Reseña del editor:
A critical exposé of the American government and the Bush administration examines how the rights guaranteed in the Bill of Rights are being gradually eroded and undermined and pays tribute to ordinary people across the country who have gone to great lengths to protect those rights. By the late author of Who Let the Dogs In? Simultaneous.
Biografía del autor:
Molly Ivins, a three-time Pulitzer Prize finalist, began her career in journalism in the complaint department of the Houston Chronicle. She then went on to work for The Texas Observer, as co-editor, and The New York Times, as a political reporter and later as Rocky Mountain bureau chief. In 1982, she returned to Texas. Her column was syndicated in more than three hundred newspapers, and her freelance work appeared in Esquire, The Atlantic Monthly, The New York Times Magazine, The Nation, Harper’s, and other publications. Her first book, Molly Ivins Can’t Say That, Can She?, spent more than a year on the New York Times bestseller list. Her books with Lou Dubose on George W. Bush, Shrub and Bushwhacked, were also New York Times bestsellers. Molly Ivins died in January 2007.

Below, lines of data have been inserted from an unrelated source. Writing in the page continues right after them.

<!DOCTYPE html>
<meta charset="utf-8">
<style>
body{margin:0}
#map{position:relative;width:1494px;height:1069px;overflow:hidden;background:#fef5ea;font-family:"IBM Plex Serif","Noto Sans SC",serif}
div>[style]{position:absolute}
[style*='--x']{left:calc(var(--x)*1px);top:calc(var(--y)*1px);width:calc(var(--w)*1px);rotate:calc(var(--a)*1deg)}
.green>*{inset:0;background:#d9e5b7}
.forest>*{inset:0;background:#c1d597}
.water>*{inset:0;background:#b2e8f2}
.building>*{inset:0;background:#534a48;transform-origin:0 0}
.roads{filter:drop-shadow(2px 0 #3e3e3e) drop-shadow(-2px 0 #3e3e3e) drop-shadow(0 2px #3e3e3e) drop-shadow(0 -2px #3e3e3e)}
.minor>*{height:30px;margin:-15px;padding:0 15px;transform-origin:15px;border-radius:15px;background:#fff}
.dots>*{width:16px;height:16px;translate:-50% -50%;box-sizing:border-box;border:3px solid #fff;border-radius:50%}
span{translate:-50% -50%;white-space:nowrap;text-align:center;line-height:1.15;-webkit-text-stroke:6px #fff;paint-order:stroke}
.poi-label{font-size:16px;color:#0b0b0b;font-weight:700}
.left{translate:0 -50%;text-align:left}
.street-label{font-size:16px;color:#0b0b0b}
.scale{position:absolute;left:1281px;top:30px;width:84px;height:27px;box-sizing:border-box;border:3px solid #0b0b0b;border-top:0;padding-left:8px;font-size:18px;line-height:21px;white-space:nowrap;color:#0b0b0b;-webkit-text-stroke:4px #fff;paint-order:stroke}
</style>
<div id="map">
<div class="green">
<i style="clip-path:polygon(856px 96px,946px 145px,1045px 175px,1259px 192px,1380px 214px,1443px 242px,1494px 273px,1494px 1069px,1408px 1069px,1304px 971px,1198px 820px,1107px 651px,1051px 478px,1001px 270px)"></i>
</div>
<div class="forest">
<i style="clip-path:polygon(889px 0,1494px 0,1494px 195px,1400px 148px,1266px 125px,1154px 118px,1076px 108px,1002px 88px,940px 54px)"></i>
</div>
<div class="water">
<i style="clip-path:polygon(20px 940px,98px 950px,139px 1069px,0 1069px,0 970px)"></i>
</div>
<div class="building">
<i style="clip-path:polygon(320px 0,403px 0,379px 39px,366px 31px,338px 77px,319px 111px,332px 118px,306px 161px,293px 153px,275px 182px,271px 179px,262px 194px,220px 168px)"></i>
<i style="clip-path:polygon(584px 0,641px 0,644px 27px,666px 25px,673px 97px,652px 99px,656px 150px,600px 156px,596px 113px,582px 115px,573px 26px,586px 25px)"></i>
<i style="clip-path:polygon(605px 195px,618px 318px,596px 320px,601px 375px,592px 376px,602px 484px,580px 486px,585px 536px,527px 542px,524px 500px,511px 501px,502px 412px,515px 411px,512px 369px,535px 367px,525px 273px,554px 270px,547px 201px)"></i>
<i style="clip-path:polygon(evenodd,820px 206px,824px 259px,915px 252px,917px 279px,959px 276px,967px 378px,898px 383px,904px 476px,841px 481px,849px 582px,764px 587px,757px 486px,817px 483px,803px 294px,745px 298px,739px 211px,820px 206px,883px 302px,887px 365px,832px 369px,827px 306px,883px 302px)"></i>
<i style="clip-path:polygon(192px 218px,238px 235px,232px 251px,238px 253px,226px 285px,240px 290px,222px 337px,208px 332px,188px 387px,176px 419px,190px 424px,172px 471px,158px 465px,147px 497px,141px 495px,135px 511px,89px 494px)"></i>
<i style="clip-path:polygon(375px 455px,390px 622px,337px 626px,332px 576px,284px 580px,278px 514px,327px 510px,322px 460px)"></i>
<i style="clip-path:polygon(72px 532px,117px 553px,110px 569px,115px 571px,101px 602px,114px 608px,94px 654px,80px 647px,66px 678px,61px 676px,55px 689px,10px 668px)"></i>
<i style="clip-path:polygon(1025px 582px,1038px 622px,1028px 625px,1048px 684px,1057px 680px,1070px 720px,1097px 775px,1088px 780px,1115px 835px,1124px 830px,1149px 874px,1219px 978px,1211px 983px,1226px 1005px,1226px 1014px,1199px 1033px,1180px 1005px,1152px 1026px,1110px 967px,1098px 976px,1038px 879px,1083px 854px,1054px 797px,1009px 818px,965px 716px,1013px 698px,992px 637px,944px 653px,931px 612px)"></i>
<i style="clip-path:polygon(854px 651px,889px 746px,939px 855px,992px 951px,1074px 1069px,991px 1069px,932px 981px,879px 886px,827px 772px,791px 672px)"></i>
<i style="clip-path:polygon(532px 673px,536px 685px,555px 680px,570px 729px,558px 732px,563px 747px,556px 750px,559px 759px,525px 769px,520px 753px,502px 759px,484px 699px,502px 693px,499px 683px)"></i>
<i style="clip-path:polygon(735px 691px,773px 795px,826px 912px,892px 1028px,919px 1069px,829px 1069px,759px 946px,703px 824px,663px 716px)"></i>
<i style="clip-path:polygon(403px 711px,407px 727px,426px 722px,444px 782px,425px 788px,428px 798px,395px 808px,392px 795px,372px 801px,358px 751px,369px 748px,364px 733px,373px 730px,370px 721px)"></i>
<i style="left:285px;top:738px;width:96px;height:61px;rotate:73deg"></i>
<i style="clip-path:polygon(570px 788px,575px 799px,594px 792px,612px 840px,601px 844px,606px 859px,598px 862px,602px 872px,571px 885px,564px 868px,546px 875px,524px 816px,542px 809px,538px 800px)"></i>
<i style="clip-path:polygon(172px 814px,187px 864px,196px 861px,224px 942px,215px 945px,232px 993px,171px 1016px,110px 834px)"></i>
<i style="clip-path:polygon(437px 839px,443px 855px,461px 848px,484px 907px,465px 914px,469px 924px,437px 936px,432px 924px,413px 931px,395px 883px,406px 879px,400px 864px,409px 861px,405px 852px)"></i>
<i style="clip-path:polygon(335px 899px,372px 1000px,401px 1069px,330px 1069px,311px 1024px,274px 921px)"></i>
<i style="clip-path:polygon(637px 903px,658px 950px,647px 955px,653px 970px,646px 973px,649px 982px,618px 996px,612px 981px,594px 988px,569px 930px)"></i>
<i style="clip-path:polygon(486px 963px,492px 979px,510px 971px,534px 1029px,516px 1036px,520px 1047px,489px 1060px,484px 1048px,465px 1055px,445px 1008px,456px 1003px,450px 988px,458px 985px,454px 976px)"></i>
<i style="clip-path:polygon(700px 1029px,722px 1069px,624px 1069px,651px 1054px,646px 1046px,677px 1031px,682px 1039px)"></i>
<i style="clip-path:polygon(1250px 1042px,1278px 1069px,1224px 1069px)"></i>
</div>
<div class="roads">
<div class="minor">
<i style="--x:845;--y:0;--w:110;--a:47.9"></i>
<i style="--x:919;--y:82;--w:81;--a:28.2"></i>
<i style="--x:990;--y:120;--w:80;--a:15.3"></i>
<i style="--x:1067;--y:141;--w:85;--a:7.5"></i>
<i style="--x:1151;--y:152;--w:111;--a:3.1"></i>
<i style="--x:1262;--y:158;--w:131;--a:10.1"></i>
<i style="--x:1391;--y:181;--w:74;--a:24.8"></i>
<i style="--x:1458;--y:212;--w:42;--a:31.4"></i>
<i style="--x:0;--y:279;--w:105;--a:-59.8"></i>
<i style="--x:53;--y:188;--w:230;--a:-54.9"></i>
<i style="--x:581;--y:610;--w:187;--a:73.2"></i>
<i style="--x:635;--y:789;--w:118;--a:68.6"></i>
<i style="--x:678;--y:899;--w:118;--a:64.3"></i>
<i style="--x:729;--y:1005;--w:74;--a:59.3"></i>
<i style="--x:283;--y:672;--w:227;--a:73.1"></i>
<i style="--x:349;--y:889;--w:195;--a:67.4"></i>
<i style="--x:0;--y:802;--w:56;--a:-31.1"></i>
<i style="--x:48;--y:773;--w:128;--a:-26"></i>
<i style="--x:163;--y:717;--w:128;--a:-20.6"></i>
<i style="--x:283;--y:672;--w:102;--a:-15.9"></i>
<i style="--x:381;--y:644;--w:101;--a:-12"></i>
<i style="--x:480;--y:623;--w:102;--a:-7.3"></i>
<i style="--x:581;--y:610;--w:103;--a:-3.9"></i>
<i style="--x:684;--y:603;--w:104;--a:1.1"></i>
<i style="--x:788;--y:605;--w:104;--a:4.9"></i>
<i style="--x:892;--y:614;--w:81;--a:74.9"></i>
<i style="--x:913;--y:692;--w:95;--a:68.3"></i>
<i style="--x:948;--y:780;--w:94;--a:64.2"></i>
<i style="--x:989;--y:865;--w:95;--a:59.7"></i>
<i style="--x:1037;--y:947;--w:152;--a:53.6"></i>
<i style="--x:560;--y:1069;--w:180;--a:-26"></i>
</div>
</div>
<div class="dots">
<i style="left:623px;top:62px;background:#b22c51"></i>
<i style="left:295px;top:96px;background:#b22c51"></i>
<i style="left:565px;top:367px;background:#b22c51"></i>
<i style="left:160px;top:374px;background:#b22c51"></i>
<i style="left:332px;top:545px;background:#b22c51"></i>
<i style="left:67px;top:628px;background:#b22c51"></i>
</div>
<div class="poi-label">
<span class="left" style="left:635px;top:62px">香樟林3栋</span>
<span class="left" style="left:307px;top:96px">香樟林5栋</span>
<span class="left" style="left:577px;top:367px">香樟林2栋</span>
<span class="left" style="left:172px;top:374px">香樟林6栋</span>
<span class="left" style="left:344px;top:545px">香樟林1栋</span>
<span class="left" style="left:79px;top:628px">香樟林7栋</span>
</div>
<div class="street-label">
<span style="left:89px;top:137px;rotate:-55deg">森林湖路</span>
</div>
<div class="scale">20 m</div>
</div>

Lou Dubose has written about Texas and national politics for thirty years. He was editor of The Texas Observer and politics editor for The Austin Chronicle, and he currently edits The Washington Spectator. He was co-author (with Molly Ivins) of Shrub and Bushwhacked. In 2003 he wrote (with Texas Monthly writer Jan Reid) The Hammer: Tom DeLay, God, Money, and the Rise of the Republican Congress. In 2006 he wrote (with Texas Observer editor Jake Bernstein) Vice: Dick Cheney and the Hijacking of the American Presidency.